5. Y a-t-il des mises en garde et des précautions à prendre pendant et après un Avortement Médicamenteux ?

  1. Les IgG anti-D (250 UI avant 20 semaines de gestation et 500 UI après) doivent être injectées dans le muscle deltoïde de toutes les femmes RhD-négatives non sensibilisées dans les 72 heures suivant un avortement, qu’il soit chirurgical ou médicamenteux.
  2. Des installations de curetage d’urgence et de fluides intraveineux devraient être fournies ou organisées de manière fiable par d’autres prestataires.
  3. Confirmez qu’il n’y a pas de suspicion de grossesse extra-utérine, vérifiez que la patiente n’est pas anémique et écartez toute autre contre-indication aux médicaments administrés.
  4. Informez la patiente sur ce à quoi elle doit s’attendre (douleur, saignement, passage de produits, etc.), ce qu’elle doit signaler et à quel moment.
  5. Donnez au patient des instructions claires sur ce qu’il doit faire et qui appeler en cas d’urgence.

Les femmes apprécient de se voir proposer un choix de méthodes d’avortement et, idéalement, de telles décisions devraient être disponibles au sein de services d’avortement complets. L’Avortement Médicamenteux utilisant une combinaison de Mifépristone et de Misoprostol représente une alternative sûre, efficace et acceptable pour les femmes.

6. Si une femme subit un avortement incomplet, est-il nécessaire d’évacuer l’utérus par voie chirurgicale ?

En moyenne, les saignements vaginaux diminuent progressivement environ deux semaines après un Avortement Médicamenteux, mais les saignements peuvent durer jusqu’à 45 jours dans certains cas. En général, les saignements après un Avortement Médicamenteux durent plus longtemps qu’après une aspiration par le vide.

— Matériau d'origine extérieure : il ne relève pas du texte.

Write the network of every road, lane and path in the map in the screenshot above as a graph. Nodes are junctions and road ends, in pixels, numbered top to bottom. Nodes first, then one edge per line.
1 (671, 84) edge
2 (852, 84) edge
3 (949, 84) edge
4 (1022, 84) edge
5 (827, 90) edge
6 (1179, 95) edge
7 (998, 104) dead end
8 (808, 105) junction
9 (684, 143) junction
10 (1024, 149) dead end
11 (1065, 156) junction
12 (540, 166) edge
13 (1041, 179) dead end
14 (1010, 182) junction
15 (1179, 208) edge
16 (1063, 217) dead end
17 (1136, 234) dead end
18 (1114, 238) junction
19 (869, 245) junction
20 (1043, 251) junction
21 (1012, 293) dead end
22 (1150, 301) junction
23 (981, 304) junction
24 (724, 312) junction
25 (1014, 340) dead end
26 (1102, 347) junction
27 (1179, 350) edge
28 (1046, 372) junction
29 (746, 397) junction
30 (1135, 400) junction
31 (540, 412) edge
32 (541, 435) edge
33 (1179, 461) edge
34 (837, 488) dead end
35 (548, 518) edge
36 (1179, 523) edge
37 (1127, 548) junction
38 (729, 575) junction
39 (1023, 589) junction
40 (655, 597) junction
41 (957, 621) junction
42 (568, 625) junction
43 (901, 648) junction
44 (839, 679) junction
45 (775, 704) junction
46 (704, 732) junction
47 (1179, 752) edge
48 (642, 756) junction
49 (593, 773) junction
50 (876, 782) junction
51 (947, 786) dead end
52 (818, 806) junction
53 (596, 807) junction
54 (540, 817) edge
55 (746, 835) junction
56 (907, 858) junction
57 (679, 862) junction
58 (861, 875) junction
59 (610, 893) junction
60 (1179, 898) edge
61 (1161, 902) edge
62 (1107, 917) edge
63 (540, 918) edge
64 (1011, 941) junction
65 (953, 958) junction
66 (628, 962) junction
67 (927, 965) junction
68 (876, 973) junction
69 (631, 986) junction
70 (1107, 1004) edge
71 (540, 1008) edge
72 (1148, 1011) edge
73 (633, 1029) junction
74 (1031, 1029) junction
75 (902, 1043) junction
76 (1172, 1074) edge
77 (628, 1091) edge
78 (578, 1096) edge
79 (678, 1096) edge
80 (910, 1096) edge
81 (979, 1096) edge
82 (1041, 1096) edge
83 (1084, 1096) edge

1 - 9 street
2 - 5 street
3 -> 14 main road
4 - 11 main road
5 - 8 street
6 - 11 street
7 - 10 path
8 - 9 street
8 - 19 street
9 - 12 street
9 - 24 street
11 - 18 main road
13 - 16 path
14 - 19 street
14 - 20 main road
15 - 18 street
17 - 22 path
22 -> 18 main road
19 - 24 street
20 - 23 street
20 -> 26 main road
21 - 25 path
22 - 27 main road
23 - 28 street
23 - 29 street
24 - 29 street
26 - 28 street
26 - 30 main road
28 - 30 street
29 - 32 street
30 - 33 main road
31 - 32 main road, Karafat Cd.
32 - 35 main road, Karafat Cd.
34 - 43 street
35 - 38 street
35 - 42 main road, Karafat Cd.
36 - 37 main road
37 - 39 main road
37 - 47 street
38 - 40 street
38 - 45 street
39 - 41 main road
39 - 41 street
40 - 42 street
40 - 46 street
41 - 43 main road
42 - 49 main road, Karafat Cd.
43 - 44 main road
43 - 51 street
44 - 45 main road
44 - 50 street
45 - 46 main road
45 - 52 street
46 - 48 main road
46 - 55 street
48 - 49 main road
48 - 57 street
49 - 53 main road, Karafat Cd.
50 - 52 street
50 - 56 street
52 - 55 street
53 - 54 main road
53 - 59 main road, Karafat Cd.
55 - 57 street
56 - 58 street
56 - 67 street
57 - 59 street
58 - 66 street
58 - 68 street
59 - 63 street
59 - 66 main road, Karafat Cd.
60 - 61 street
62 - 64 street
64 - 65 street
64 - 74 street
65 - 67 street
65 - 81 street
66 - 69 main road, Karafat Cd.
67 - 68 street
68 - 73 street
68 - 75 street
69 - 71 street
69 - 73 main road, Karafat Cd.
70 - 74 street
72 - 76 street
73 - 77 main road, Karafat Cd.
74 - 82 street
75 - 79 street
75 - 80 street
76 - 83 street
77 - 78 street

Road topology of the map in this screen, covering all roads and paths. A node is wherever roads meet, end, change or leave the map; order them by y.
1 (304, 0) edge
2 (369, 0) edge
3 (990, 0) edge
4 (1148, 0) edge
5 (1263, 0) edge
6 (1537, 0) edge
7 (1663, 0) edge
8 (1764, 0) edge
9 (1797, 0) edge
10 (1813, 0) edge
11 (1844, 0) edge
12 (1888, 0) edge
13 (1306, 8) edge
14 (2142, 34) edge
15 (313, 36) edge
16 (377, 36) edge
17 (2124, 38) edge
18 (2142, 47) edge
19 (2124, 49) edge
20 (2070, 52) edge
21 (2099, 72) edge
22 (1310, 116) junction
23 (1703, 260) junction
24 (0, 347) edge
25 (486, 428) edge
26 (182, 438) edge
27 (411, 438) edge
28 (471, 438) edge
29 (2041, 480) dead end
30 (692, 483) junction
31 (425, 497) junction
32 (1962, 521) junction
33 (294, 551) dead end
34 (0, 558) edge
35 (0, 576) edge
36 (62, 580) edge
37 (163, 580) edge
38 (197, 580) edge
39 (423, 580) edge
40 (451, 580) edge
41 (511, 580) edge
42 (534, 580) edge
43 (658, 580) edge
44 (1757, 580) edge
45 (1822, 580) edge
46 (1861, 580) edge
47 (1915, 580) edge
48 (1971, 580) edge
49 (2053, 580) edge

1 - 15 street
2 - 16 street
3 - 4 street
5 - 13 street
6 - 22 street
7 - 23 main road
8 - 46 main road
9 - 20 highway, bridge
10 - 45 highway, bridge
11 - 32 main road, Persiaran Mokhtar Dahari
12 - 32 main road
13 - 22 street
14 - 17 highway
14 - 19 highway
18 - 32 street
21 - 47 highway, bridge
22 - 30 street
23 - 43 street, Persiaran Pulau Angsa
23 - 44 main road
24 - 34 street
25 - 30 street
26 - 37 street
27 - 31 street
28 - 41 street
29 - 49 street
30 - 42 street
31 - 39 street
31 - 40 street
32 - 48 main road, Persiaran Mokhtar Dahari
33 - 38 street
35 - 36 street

Si la femme se porte bien, ni les saignements prolongés ni la présence de tissus dans l’utérus (détectés par échographie) n’indiquent une intervention chirurgicale. Les produits de la conception restants seront expulsés lors des saignements vaginaux ultérieurs.

L’évacuation chirurgicale de l’utérus peut être effectuée :

  1. À la demande de la femme.
  2. Si les saignements sont abondants ou prolongés ou provoquent une anémie.
  3. S’il y a des signes d’infection, un traitement antibiotique doit être entrepris avant l’intervention chirurgicale.

7. Quelles méthodes de contraception une femme peut-elle utiliser après un Avortement Médicamenteux ?

  • Les pilules contraceptives orales combinées peuvent être commencées le jour de l’administration du Misoprostol, lorsque l’expulsion se produit habituellement. Il n’affecte PAS les taux d’avortement complet, les effets secondaires et la durée des saignements.
  • Les méthodes uniquement à base de progestatifs sont généralement associées à des saignements intermittents, qui peuvent être confondus avec un avortement incomplet.
  • Les injections et les implants de dépôt-médroxyprogestérone sont souvent associés à une aménorrhée, ou à des saignements irréguliers, ce qui rend difficile de déterminer si la grossesse a été interrompue. Il peut donc être préférable de ne commencer à utiliser ces méthodes qu’une fois qu’il a été confirmé que la grossesse a été menée à terme.
  • La stérilisation et l’insertion d’un dispositif intra-utérin doivent être reportées jusqu’à la confirmation que l’avortement est terminé.
  • Les méthodes de barrière peuvent être utilisées dès la reprise des rapports sexuels, de préférence lorsque les saignements ont cessé.
  • Les méthodes de planification familiale naturelle ne peuvent être reprises qu’après le retour de cycles réguliers.